The best places to find it: Dairy products. A cup of nonfat milk has 302 milligrams, and a cup of low-fat yogurt has 245 to 415. If you don’t consume much dairy, other foods can help. Three ounces of canned sardines (with bones) in oil packs 324 milligrams, a cup of cooked kale has 94 milligrams, and a cup of raw broccoli has 42 milligrams. Practically speaking, if you have a cup of nonfat milk over cereal at breakfast, a cup of low-fat yogurt as a snack, a spinach salad for lunch, a cup of cooked broccoli with dinner, and half a cup of low-fat ice cream for dessert, you meet your daily requirement.
Other less expected sources: You can also fill up on fortified breakfast cereals, fortified juices, and many soy products, including tofu. If you swap your regular six-ounce glass of orange juice for one with added calcium, say, you’ll get at least 200 milligrams in a few gulps. Another option: Add nonfat powdered milk to smoothies, soups, casseroles, and puddings. A third of a cup can give you more than 30 percent of what you need each day.
What helps your body absorb it: Vitamin D. The easiest way to get your recommended daily allowance of 400 international units (I.U.) is to spend 10 to 15 minutes outdoors two to three times a week (your body produces vitamin D when exposed to sunlight). Or take a 400 I.U. supplement each day.
What causes your body to lose it: Sodium, by way of salt intake, is the biggest dietary offender, says Connie Weaver, Ph.D., a professor of foods and nutrition at Purdue University, in West Lafayette, Indiana. As it passes through your body, sodium takes calcium out with it. Also, some foods, like sweet potatoes and beans, contain acids that adversely affect how well the body absorbs the calcium in those foods. Calcium itself inhibits the body’s absorption of iron, so avoid consuming calcium- and iron-rich foods in the same meal.

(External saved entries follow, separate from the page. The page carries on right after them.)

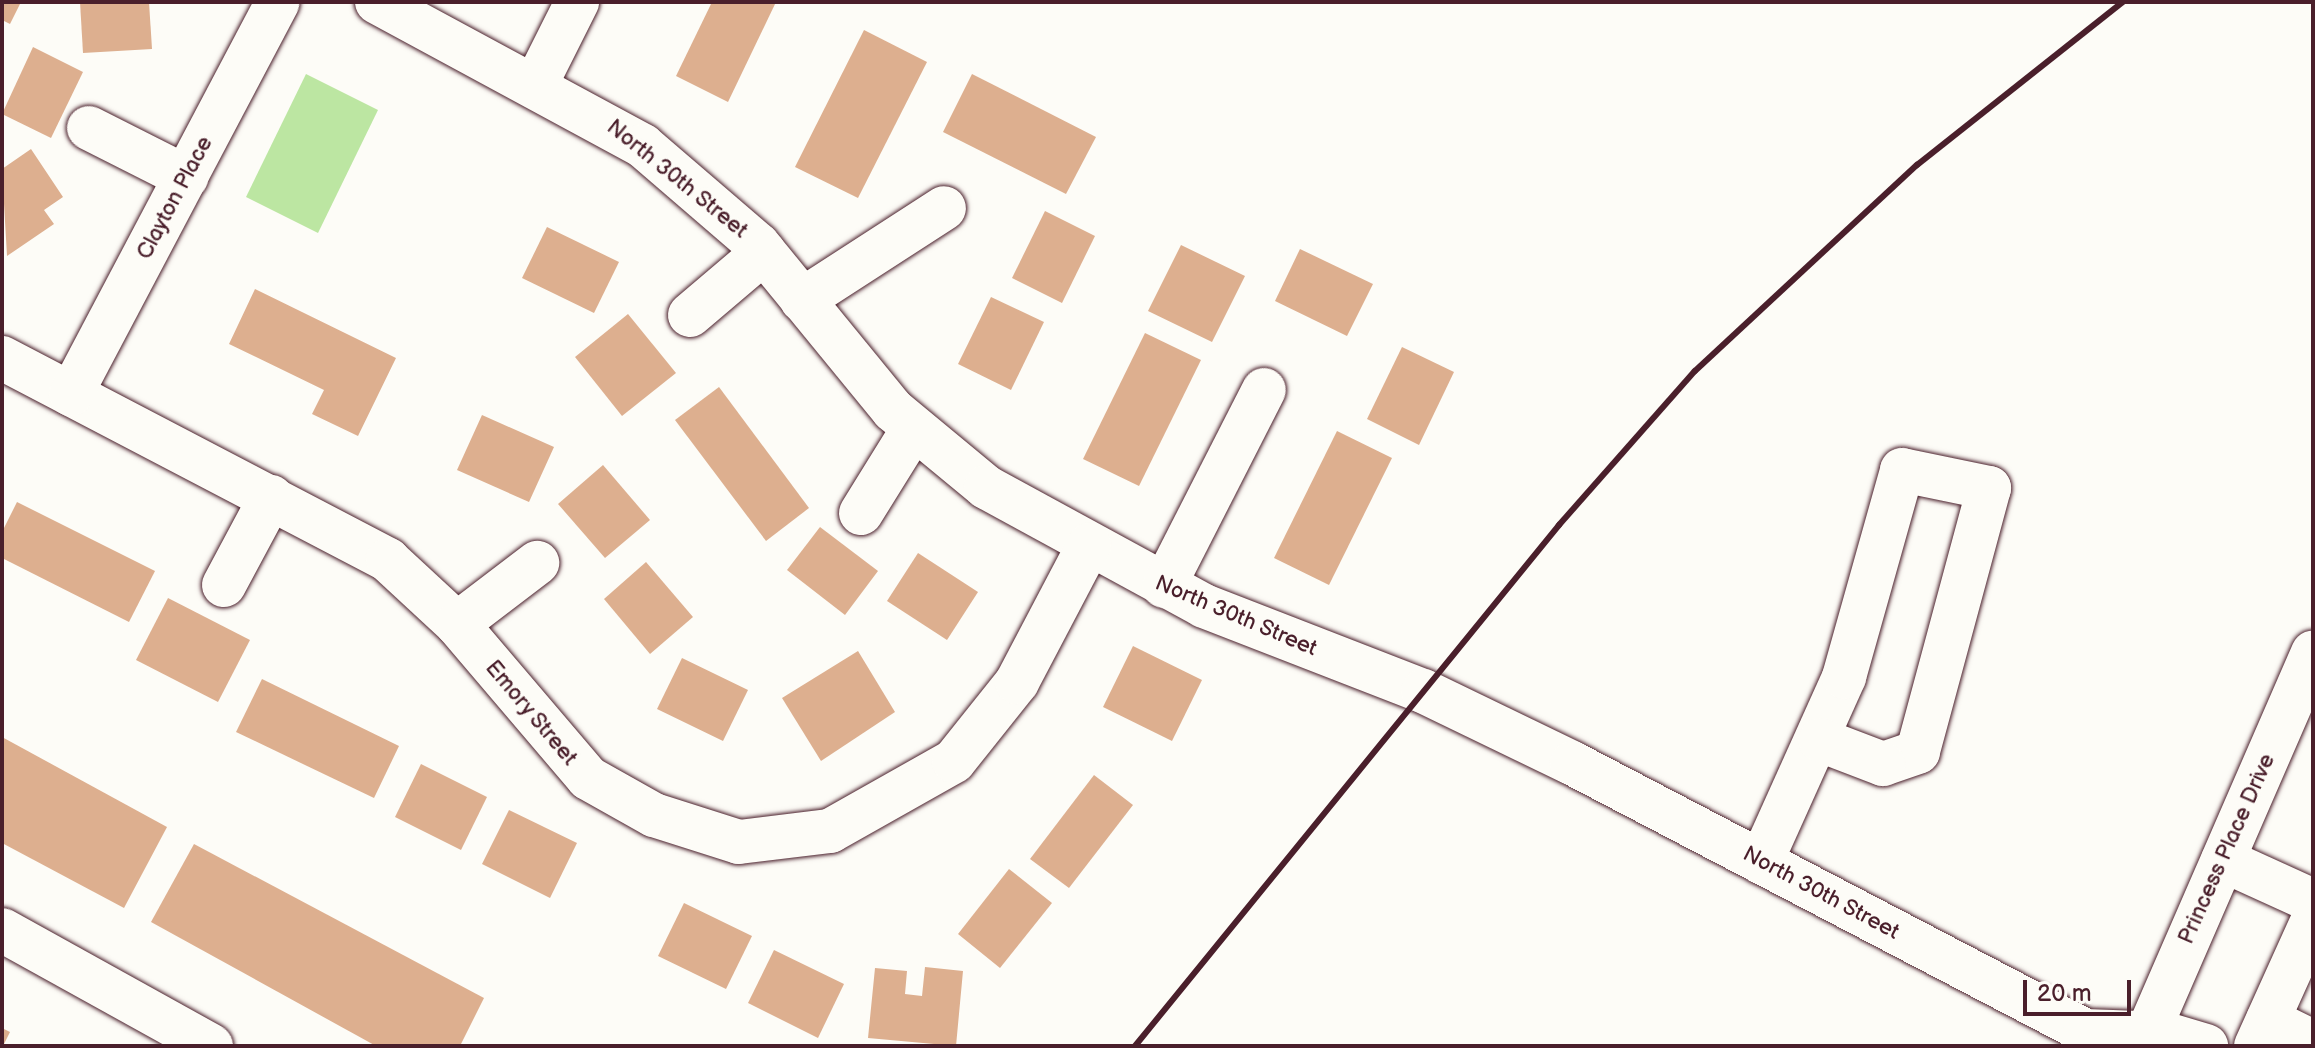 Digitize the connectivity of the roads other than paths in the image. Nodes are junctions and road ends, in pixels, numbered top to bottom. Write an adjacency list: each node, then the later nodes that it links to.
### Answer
1 (278, 2): 6 (street, Clayton Place)
2 (377, 2): 4 (street, North 30th Street)
3 (577, 2): 4 (street)
4 (536, 84): 8 (street, North 30th Street)
5 (89, 128): 6 (street)
6 (186, 177): 13 (street, Clayton Place)
7 (944, 208): 9 (street)
8 (764, 252): 9 (street, North 30th Street); 10 (street)
9 (802, 300): 14 (street, North 30th Street)
10 (690, 315)
11 (2, 358): 13 (street, Emory Street)
12 (1264, 390): 20 (street)
13 (71, 394): 15 (street, Emory Street)
14 (913, 429): 16 (street); 17 (street, North 30th Street)
15 (271, 497): 19 (street); 21 (street, Emory Street)
16 (861, 513)
17 (1089, 545): 20 (street, North 30th Street); 21 (street, Emory Street)
18 (537, 563): 21 (street)
19 (224, 585)
20 (1164, 586): 25 (street, North 30th Street)
21 (457, 624)
22 (2313, 653): 24 (street, Princess Place Drive)
23 (1820, 740): 23 (street); 25 (street)
24 (2223, 860): 26 (street); 30 (street, Princess Place Drive)
25 (1761, 862): 30 (street, North 30th Street)
26 (2313, 901)
27 (2313, 920): 29 (street)
28 (2, 930): 32 (street)
29 (2262, 1033): 31 (street)
30 (2144, 1041): 33 (street, North 30th Street)
31 (2313, 1042)
32 (211, 1046)
33 (2206, 1046) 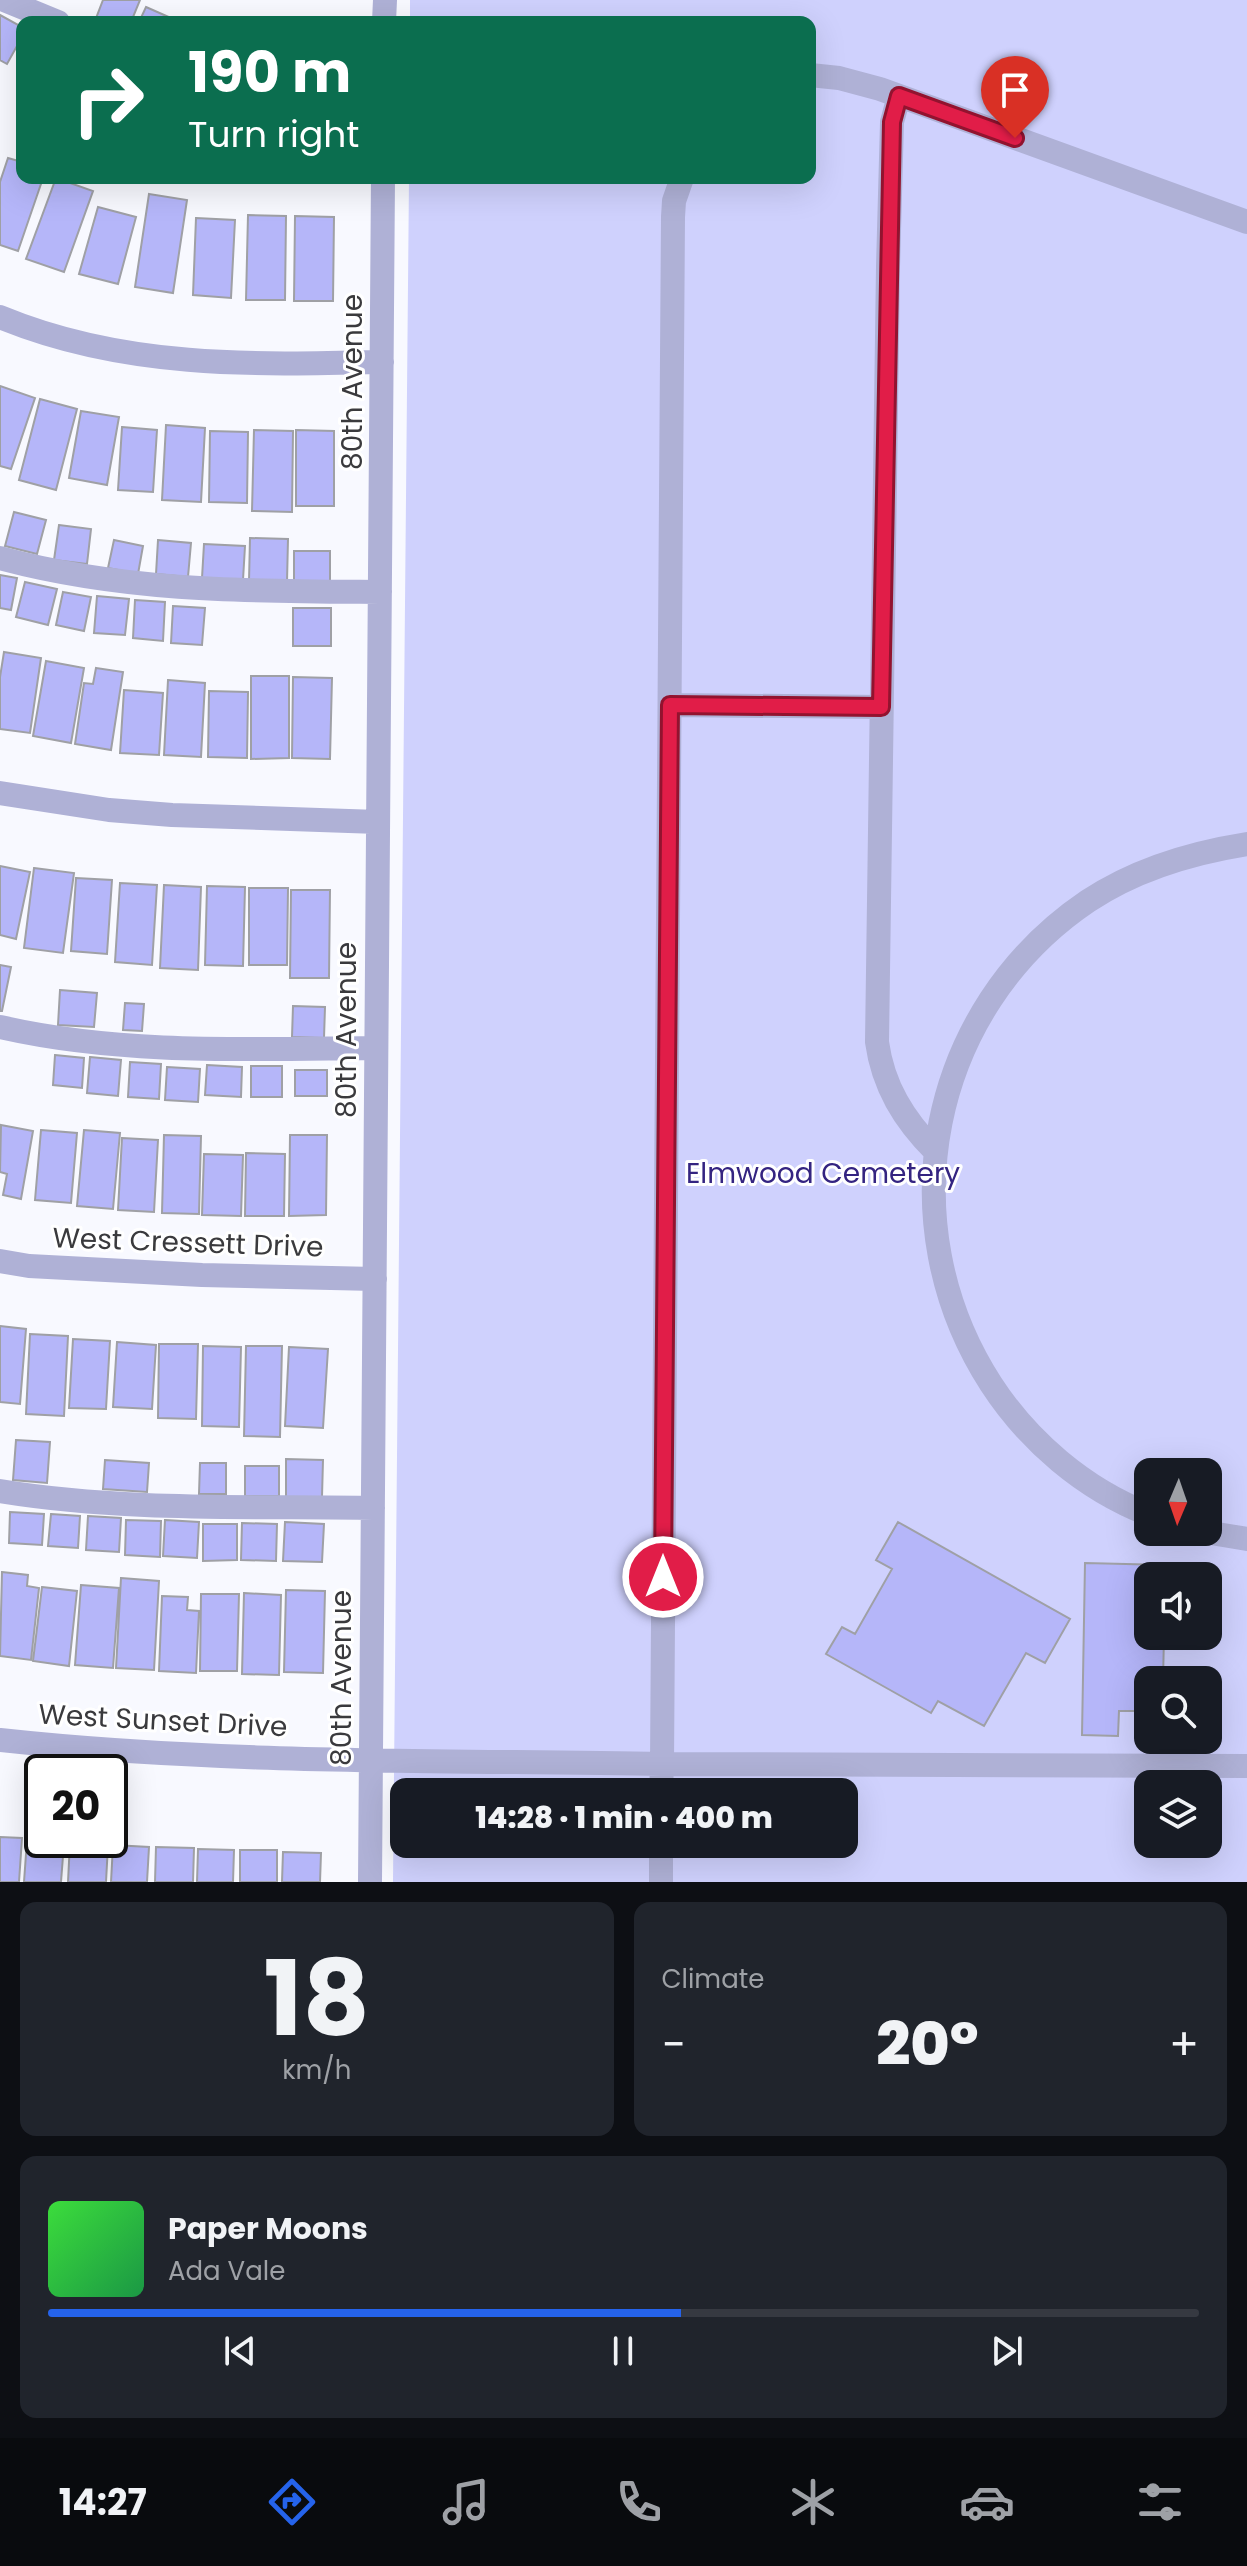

How to tell if you’re getting enough: There are no early signs that you’re calcium deficient (those white spots on nails aren’t related). And when late signs, such as fractures, show up, you’ve already lost significant bone mass. The best way to know if you’re consuming enough is to track your diet for a few days. And if you have a family history of osteoporosis, ask your doctor about a bone-density scan, which can indicate the beginnings of bone loss.
When to take a supplement: If you know you’re lacking or if you’re on a low-calorie diet, consider supplements. They usually contain calcium citrate or calcium carbonate. Both are used equally well by the body, but calcium carbonate is best absorbed when taken with a meal; calcium citrate can be taken with or without food. Pills and flavored chews are as effective as food, says Weaver. Pick one with 500 milligrams of either form of calcium and at least 400 I.U. of vitamin D, and space out the doses (one in the morning, one in the afternoon). Or take two antacid tablets a day. One regular-strength Tums contains 500 milligrams of calcium carbonate at about half the cost of a supplement.